Electromagnetics: Haptics in Foldables

  • Multiple haptic motors to become standard in high-end foldable smartphones, aligning with AAC’s strength in ultra-thin motors.
  • Tier-1 international and domestic customer demand remains strong for AAC’s haptic solutions.

PSS (Premium Sound Solutions): Automotive Focused Growth

  • Secured design win from a domestic NEV player for a flagship luxury SUV.
  • Acquisition of First Light, adding a suite of automobile-grade microphone products and strengthening AAC’s automotive acoustics portfolio.

Sensors & Semiconductors (SSE): Cockpit Wins

  • Multiple wins in intelligent cockpit modules, including accelerometers and microphones for luxury NEV brands.

Earnings Revision and Valuation

  • 2025-26 earnings lowered by 3.0%/0.3%, 2027 forecast raised by 3.9% due to updated revenue growth and margin assumptions by segment.
  • Target price maintained at HK\$57.70, based on 20.4x 2026F PE (five-year historical forward mean).

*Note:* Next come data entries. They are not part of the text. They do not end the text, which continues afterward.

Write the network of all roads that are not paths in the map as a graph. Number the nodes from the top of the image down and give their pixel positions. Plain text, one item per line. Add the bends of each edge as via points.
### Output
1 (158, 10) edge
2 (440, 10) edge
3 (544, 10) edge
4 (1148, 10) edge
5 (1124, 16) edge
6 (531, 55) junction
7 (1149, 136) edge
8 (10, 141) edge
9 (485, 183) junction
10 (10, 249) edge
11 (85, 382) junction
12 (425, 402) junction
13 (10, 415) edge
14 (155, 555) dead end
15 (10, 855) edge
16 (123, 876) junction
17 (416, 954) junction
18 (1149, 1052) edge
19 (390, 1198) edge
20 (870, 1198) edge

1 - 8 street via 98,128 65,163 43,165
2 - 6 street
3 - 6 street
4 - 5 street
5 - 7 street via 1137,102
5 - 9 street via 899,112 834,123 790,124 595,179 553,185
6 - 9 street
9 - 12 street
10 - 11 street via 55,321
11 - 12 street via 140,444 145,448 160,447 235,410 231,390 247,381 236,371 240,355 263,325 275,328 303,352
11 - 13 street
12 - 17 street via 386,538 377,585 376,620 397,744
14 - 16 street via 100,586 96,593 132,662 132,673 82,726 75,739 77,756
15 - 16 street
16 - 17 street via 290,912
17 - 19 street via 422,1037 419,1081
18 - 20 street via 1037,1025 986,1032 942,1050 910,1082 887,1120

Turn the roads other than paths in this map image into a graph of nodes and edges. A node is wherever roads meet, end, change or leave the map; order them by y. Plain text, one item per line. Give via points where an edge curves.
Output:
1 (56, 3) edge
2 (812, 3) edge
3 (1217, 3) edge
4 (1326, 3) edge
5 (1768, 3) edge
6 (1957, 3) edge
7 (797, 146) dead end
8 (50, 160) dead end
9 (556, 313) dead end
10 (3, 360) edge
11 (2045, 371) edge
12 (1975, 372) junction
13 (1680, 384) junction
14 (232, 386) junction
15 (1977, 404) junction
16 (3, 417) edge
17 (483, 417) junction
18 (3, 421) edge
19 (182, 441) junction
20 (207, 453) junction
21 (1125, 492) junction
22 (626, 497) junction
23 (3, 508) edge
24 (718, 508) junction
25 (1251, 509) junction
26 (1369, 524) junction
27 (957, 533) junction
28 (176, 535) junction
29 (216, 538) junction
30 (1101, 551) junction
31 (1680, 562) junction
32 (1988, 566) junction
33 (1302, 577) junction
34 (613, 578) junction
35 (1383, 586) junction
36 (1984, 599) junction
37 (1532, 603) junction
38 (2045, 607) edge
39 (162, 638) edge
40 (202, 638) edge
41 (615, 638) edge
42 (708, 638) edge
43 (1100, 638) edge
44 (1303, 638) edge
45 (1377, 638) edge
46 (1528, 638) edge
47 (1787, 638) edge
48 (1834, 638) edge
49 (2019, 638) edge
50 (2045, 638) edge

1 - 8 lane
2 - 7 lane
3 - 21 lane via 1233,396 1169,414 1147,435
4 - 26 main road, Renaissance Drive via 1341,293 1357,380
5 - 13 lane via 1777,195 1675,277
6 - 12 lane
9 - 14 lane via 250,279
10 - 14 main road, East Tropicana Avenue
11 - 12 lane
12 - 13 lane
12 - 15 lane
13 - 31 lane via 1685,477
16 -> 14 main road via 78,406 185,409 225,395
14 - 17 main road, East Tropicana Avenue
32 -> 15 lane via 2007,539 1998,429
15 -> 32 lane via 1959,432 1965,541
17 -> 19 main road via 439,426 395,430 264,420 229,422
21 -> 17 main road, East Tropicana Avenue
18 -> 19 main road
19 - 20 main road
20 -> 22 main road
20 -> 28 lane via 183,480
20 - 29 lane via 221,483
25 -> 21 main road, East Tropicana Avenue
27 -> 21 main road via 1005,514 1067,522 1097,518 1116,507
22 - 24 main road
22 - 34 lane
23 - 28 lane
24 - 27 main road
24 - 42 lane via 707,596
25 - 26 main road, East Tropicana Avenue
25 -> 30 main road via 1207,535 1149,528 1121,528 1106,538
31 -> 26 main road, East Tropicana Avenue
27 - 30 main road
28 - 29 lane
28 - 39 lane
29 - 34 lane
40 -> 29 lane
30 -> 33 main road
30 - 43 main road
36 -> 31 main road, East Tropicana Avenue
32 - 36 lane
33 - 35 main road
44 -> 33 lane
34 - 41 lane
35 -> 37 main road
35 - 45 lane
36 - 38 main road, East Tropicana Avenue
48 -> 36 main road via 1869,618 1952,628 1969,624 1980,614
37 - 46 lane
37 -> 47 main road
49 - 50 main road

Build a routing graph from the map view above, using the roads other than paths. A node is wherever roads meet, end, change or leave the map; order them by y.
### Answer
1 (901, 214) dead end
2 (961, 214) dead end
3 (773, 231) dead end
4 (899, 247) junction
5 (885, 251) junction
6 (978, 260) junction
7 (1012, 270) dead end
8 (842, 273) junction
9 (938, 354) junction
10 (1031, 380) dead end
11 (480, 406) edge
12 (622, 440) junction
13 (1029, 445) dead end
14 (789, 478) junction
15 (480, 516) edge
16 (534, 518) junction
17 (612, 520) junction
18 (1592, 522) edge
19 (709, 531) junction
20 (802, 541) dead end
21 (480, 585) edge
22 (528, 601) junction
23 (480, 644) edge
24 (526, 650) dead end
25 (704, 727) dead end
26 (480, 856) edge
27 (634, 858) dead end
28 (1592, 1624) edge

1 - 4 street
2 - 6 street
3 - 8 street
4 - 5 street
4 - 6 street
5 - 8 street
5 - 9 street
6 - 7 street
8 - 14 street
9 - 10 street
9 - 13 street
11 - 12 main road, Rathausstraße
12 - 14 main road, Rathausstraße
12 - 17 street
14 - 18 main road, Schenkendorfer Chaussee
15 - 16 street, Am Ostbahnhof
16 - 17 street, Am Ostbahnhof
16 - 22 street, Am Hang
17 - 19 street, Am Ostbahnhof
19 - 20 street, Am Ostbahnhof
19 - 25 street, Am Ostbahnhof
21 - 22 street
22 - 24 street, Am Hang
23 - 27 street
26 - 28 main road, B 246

Revised Key Estimates: Old vs. New

Segment 2025F Old (Rmbm) 2025F New (Rmbm) Change (%)
Acoustics 8,625 8,871 +2.9%
PSS 4,044 4,220 +4.3%
Precision & Electromagnetics 11,166 11,652 +4.3%
SSE 967 1,199 +24.0%
Optics 5,750 6,000 +4.3%

Financial Health and Growth Metrics

Metric 2024 2025F 2026F 2027F
EBITDA Margin (%) 22.1 23.2 24.2 24.9
Net Margin (%) 6.6 7.4 8.6 9.3
ROE (%) 7.9 9.6 11.1 11.8
Debt to Equity (%) 7.9 3.2 (4.3) (12.8)

Conclusion: Recovery in Sight, AAC Well-Positioned for Growth

AAC Technologies is navigating a transitional period in its product mix, which has led to temporary margin compression. However, accelerated revenue growth in all segments, margin recovery in acoustics and optics, and breakthrough products in precision mechanics are set to drive a meaningful recovery in 2H25 and beyond.
The company’s financials remain robust, and its strategic moves—such as the First Light acquisition and leadership in thermal management—position it well for sustained, long-term growth. UOB Kay Hian reiterates its BUY rating and maintains a positive outlook on AAC Technologies, supported by upward revisions in revenue across all segments and a compelling valuation.
Investors should watch for signs of margin improvement in the coming quarters as new products ramp up and the business mix stabilizes.